Confira Incertezas sobre o futuro do programa de reintrodução, segundo site Conexão Planeta

01 de Jun / 2026 às 12h30 | Variadas

Conforme dibvulgado pela REDEGN, uma operação coordenada pelo Instituto Chico Mendes de Conservação da Biodiversidade (ICMBio), na última quarta-feira (27), realizou a apreensão de 69 ararinhas-azuis e duas araras-maracanãs do Criadouro Ararinha-azul, em Curaçá, na Bahia.

O objetivo da ação, respaldada por ação judicial e que contou com a participação das Polícias Federal e Militar, e do Instituto de Meio Ambiente e Recursos Hídricos (Inema) da Bahia, foi isolar as aves das demais contaminadas com o circovírus.

As ararinhas-azuis e as maracanãs foram levadas para o Centro de Conservação e Manejo de Fauna da Caatinga (Cemafauna), da Universidade Federal do Vale do São Francisco (UFSV), instituição especializada em manejo de fauna, localizada em Petrolina (PE). Lá elas passarão por um período de quarentena e por novos testes.

Segundo nota divulgada pelo ICMBio, “a medida foi adotada após a confirmação de casos de circovírus entre as ararinhas-azuis e o descumprimento de medidas de biossegurança no criadouro, parceiro da organização alemã Associação para a Conservação dos Papagaios Ameaçados (ACTP, na sigla em inglês).”

Ainda de acordo com o comunicado, das 103 aves que estavam no criadouro particular, 34 testaram positivo para o circovírus, causador da Doença do Bico e das Penas dos Psitacídeos, originária da Austrália – altamente contagiosa e sem cura, e muitas vezes, letal.

Entre os principais sintomas do circovírus estão alterações na coloração das penas, falhas no empenamento e deformidades no bico. Foi através deles que se identificou, inicialmente, que um filhote, nascido em vida livre, no criadouro de Curaçá, onde estava sendo realizado o programa de reintrodução da espécie, apresentava indícios da contaminação. O caso foi noticiado em julho de 2025, quando o ICMBio decidiu vir à público e compartilhar a informação.

NOTA ICMBIO: “O Criadouro Ararinha-azul recebeu com perplexidade a ação realizada nesta data pelas autoridades ambientais.

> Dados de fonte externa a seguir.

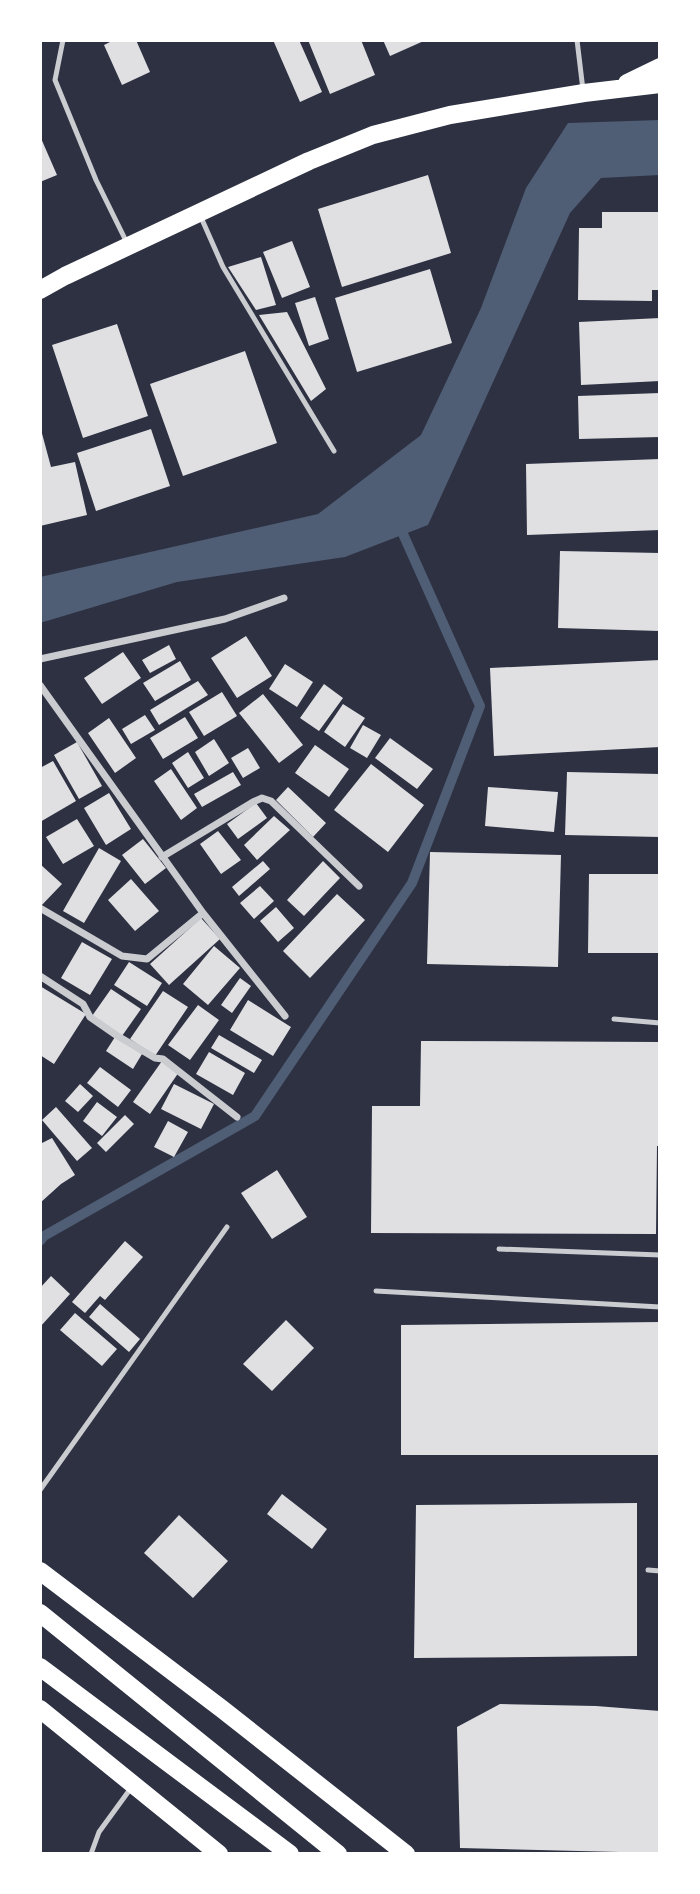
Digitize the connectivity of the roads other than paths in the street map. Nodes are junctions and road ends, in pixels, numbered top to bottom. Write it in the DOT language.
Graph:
graph roads {
  1 [pos="64,40"];
  2 [pos="577,40"];
  3 [pos="660,67"];
  4 [pos="660,84"];
  5 [pos="614,89"];
  6 [pos="584,93"];
  7 [pos="660,97"];
  8 [pos="199,212"];
  9 [pos="128,246"];
  10 [pos="40,290"];
  11 [pos="334,451"];
  12 [pos="285,598"];
  13 [pos="40,659"];
  14 [pos="40,685"];
  15 [pos="162,856"];
  16 [pos="359,886"];
  17 [pos="40,908"];
  18 [pos="203,913"];
  19 [pos="40,976"];
  20 [pos="285,1016"];
  21 [pos="614,1019"];
  22 [pos="660,1023"];
  23 [pos="237,1117"];
  24 [pos="227,1227"];
  25 [pos="499,1249"];
  26 [pos="660,1255"];
  27 [pos="376,1291"];
  28 [pos="660,1307"];
  29 [pos="40,1490"];
  30 [pos="648,1570"];
  31 [pos="660,1571"];
  32 [pos="40,1572"];
  33 [pos="40,1613"];
  34 [pos="40,1667"];
  35 [pos="40,1709"];
  36 [pos="134,1784"];
  37 [pos="91,1854"];
  38 [pos="219,1854"];
  39 [pos="290,1854"];
  40 [pos="338,1854"];
  41 [pos="406,1854"];
  1 -- 9 [label="lane"];
  2 -- 6 [label="lane"];
  3 -- 5 [label="main road"];
  4 -- 5 [label="main road"];
  5 -- 6 [label="main road"];
  5 -- 7 [label="main road"];
  6 -- 8 [label="main road"];
  8 -- 9 [label="main road"];
  8 -- 11 [label="lane"];
  9 -- 10 [label="main road"];
  12 -- 13 [label="street"];
  14 -- 15 [label="street"];
  15 -- 16 [label="street"];
  15 -- 18 [label="street"];
  17 -- 18 [label="street"];
  18 -- 20 [label="street"];
  19 -- 23 [label="street"];
  21 -- 22 [label="lane"];
  24 -- 29 [label="lane"];
  25 -- 26 [label="lane"];
  27 -- 28 [label="lane"];
  30 -- 31 [label="lane"];
  32 -- 41 [label="main road"];
  33 -- 40 [label="main road"];
  34 -- 39 [label="main road"];
  35 -- 36 [label="main road"];
  36 -- 37 [label="lane"];
  36 -- 38 [label="main road"];
}
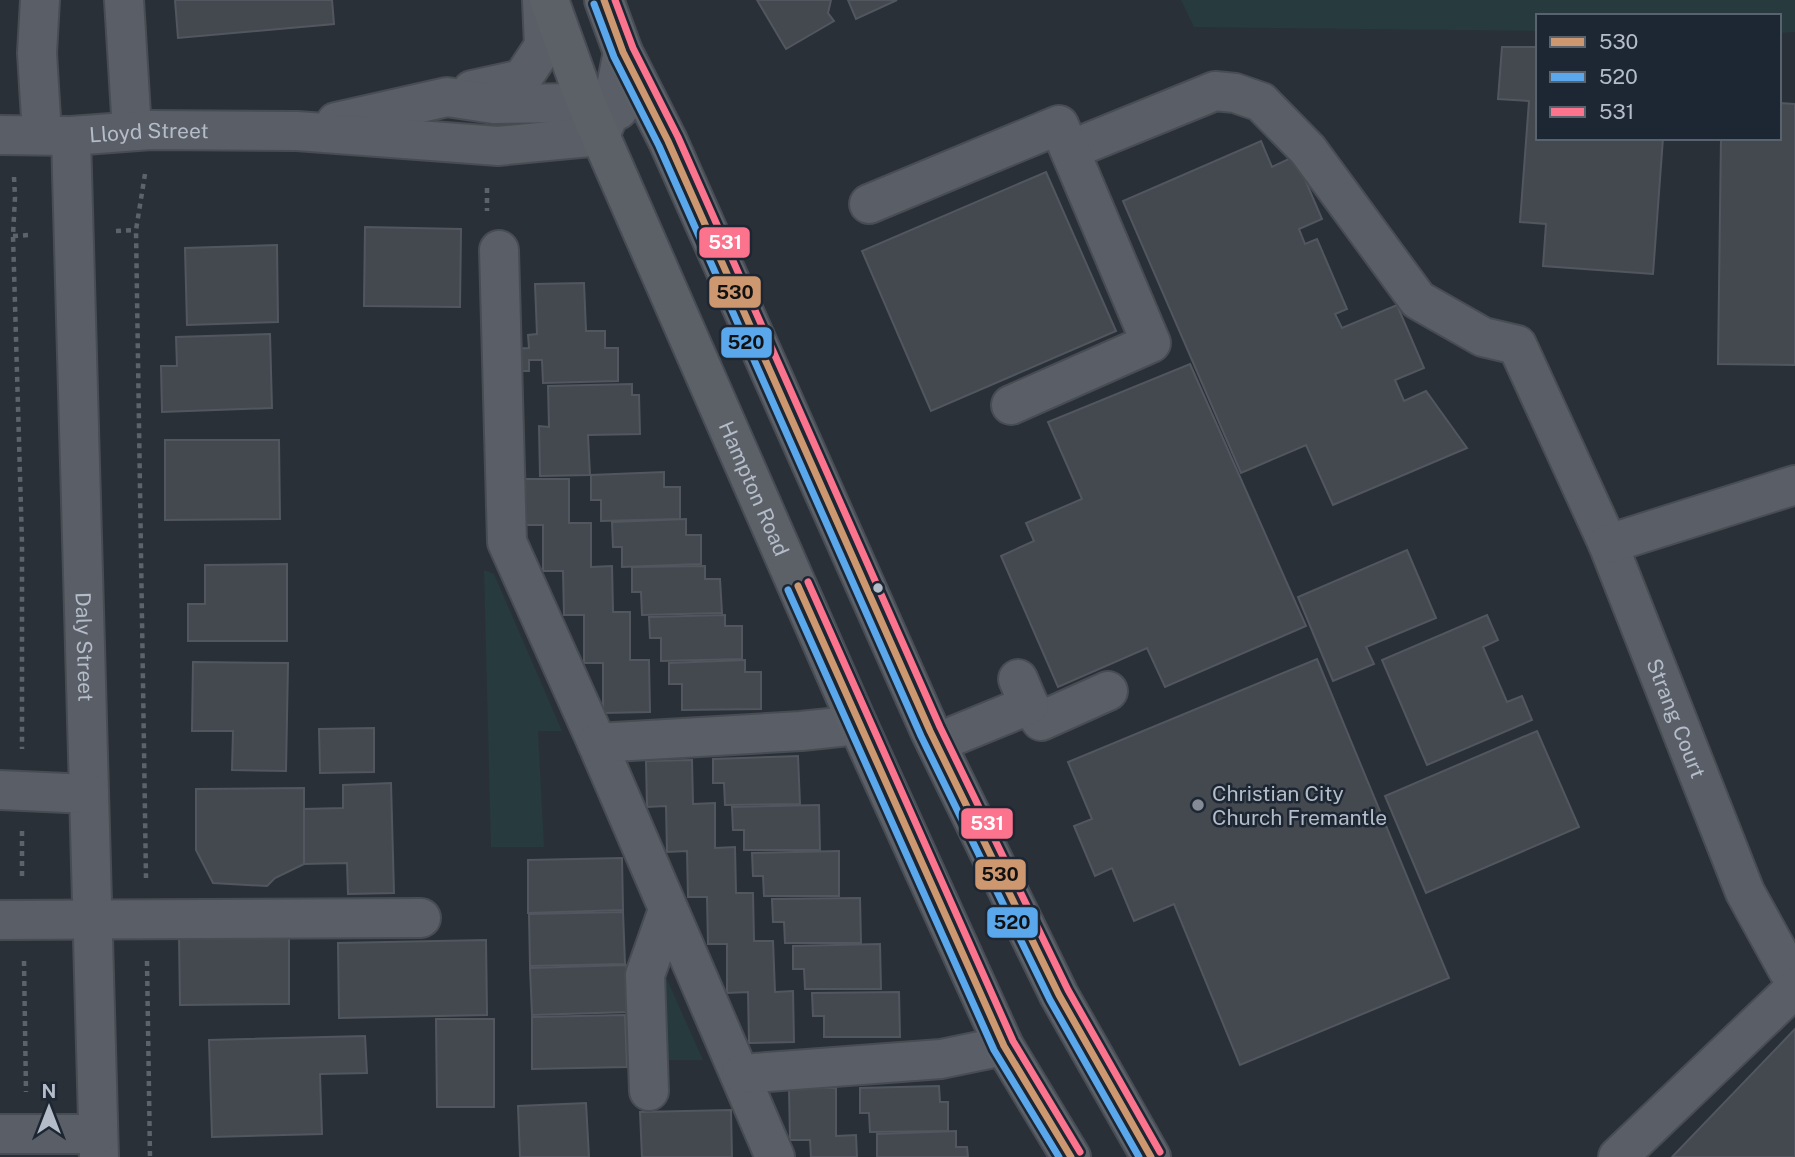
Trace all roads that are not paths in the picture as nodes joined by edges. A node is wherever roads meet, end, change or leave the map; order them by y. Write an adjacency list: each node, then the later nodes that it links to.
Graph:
1 (40, 0): 12 (street, Daly Street)
2 (124, 0): 9 (street)
3 (542, 0): 7 (street)
4 (549, 0): 8 (main road, Hampton Road)
5 (604, 0): 6 (main road)
6 (623, 52): 8 (street); 13 (main road)
7 (447, 97): 8 (street); 10 (street)
8 (599, 115): 10 (street); 13 (street); 21 (main road, Hampton Road)
9 (132, 131): 10 (street, Lloyd Street); 12 (street, Lloyd Street)
10 (297, 131)
11 (0, 135): 12 (street, Lloyd Street)
12 (57, 135): 25 (street, Daly Street)
13 (667, 141): 23 (main road)
14 (1070, 150): 15 (street); 17 (street); 19 (street, Strang Court)
15 (869, 204)
16 (499, 250): 22 (street)
17 (1011, 405)
18 (1795, 485): 19 (street)
19 (1608, 544): 30 (street, Strang Court)
20 (1108, 691): 23 (street)
21 (858, 725): 22 (street); 31 (main road, Hampton Road)
22 (597, 743): 26 (street)
23 (936, 743): 38 (main road)
24 (11, 790): 25 (street)
25 (89, 793): 27 (street, Daly Street)
26 (668, 910): 32 (street); 33 (street)
27 (92, 918): 28 (street); 29 (street); 35 (street, Daly Street)
28 (421, 918)
29 (11, 919)
30 (1795, 986): 39 (street)
31 (1004, 1046): 32 (street); 37 (main road, Hampton Road)
32 (741, 1074): 36 (street)
33 (649, 1091)
34 (13, 1134): 35 (street)
35 (99, 1146)
36 (775, 1157)
37 (1071, 1157)
38 (1152, 1157)
39 (1618, 1157)

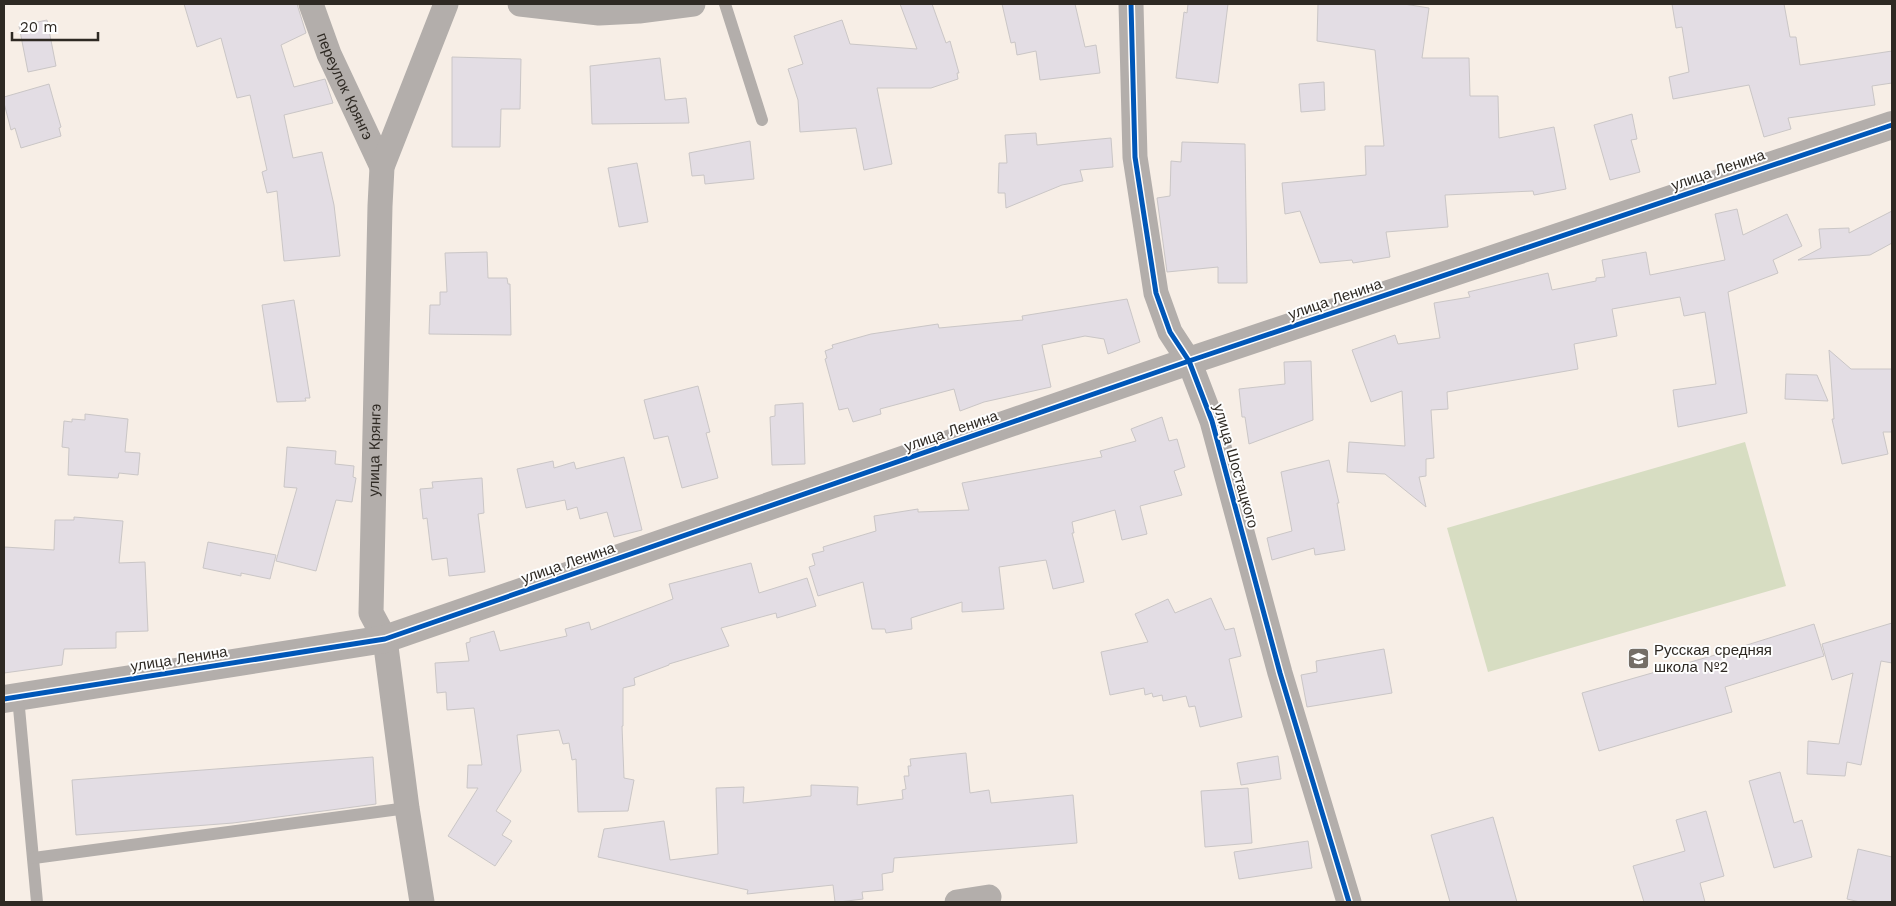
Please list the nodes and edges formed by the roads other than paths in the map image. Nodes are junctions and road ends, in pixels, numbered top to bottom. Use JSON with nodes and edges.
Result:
{"nodes":[{"id":1,"x":311,"y":4,"type":"edge"},
{"id":2,"x":446,"y":4,"type":"edge"},
{"id":3,"x":520,"y":4,"type":"edge"},
{"id":4,"x":693,"y":4,"type":"edge"},
{"id":5,"x":725,"y":4,"type":"edge"},
{"id":6,"x":1131,"y":4,"type":"edge"},
{"id":7,"x":762,"y":120,"type":"dead end"},
{"id":8,"x":1892,"y":125,"type":"edge"},
{"id":9,"x":382,"y":167,"type":"junction"},
{"id":10,"x":1189,"y":361,"type":"junction"},
{"id":11,"x":385,"y":639,"type":"junction"},
{"id":12,"x":11,"y":698,"type":"edge"},
{"id":13,"x":407,"y":808,"type":"junction"},
{"id":14,"x":34,"y":858,"type":"junction"},
{"id":15,"x":989,"y":897,"type":"dead end"},
{"id":16,"x":37,"y":902,"type":"edge"},
{"id":17,"x":422,"y":902,"type":"edge"},
{"id":18,"x":957,"y":902,"type":"edge"},
{"id":19,"x":1350,"y":902,"type":"edge"}],
"edges":[{"from":1,"to":9,"type":"street","name":"переулок Крянгэ"},
{"from":2,"to":9,"type":"street","name":"улица Крянгэ"},
{"from":3,"to":4,"type":"street"},
{"from":5,"to":7,"type":"lane"},
{"from":6,"to":10,"type":"street","name":"улица Шостацкого"},
{"from":8,"to":10,"type":"street","name":"улица Ленина"},
{"from":9,"to":11,"type":"street","name":"улица Крянгэ"},
{"from":10,"to":11,"type":"street","name":"улица Ленина"},
{"from":10,"to":19,"type":"street","name":"улица Шостацкого"},
{"from":11,"to":12,"type":"street","name":"улица Ленина"},
{"from":11,"to":13,"type":"street","name":"улица Крянгэ"},
{"from":12,"to":14,"type":"lane"},
{"from":13,"to":14,"type":"lane"},
{"from":13,"to":17,"type":"street","name":"улица Крянгэ"},
{"from":14,"to":16,"type":"lane"},
{"from":15,"to":18,"type":"street"}]}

Conforme comunicação oficial encaminhada em 31 de março de 2026 aos órgãos competentes, os exames laboratoriais mais recentes indicaram resultado negativo para circovírus nas aves testadas, tendo sido igualmente informado que todo o plantel apresentava resultados negativos.

Desde o início das medidas de enfrentamento ao circovírus na região, nenhuma ave veio a óbito. Durante todo o período, o Criadouro manteve acompanhamento sanitário permanente, observando rigorosamente os protocolos de biossegurança, manejo e bem-estar animal, contando com estrutura adequada e equipe técnica especializada.

O Criadouro também mantinha interlocução técnica contínua com o ICMBio acerca das medidas de manejo, biossegurança e bem-estar das aves, tendo inclusive iniciado adequações estruturais destinadas a permitir o acesso das aves às áreas externas dos recintos, conforme autorização expedida pelo próprio Instituto em 9 de março de 2026.

Além disso, uma nova rodada de testagem do plantel encontrava-se oficialmente programada para ter início amanhã, com participação confirmada das autoridades competentes.

Ressalte-se, ainda, que autoridades alemãs já haviam realizado exames prévios nas aves antes de seu envio ao Brasil, sendo que avaliações laboratoriais recentes igualmente confirmaram a ausência do vírus na origem.

As medidas adotadas nesta data, entretanto, ocorreram sem a necessária interlocução institucional e produziram grave impacto sobre a continuidade do programa. A insegurança gerada pela condução das ações afugentou patrocinadores e apoiadores financeiros do projeto, que comunicaram a impossibilidade de manter o suporte econômico necessário às atividades do criadouro.

Esse cenário compromete diretamente a continuidade operacional do programa de conservação conduzido pela instituição.

O Criadouro Ararinha-azul reafirma seu compromisso com a biossegurança, a transparência técnica, a saúde das aves e a preservação da espécie, colocando-se à disposição para colaborar com as autoridades competentes na condução responsável das medidas necessárias.”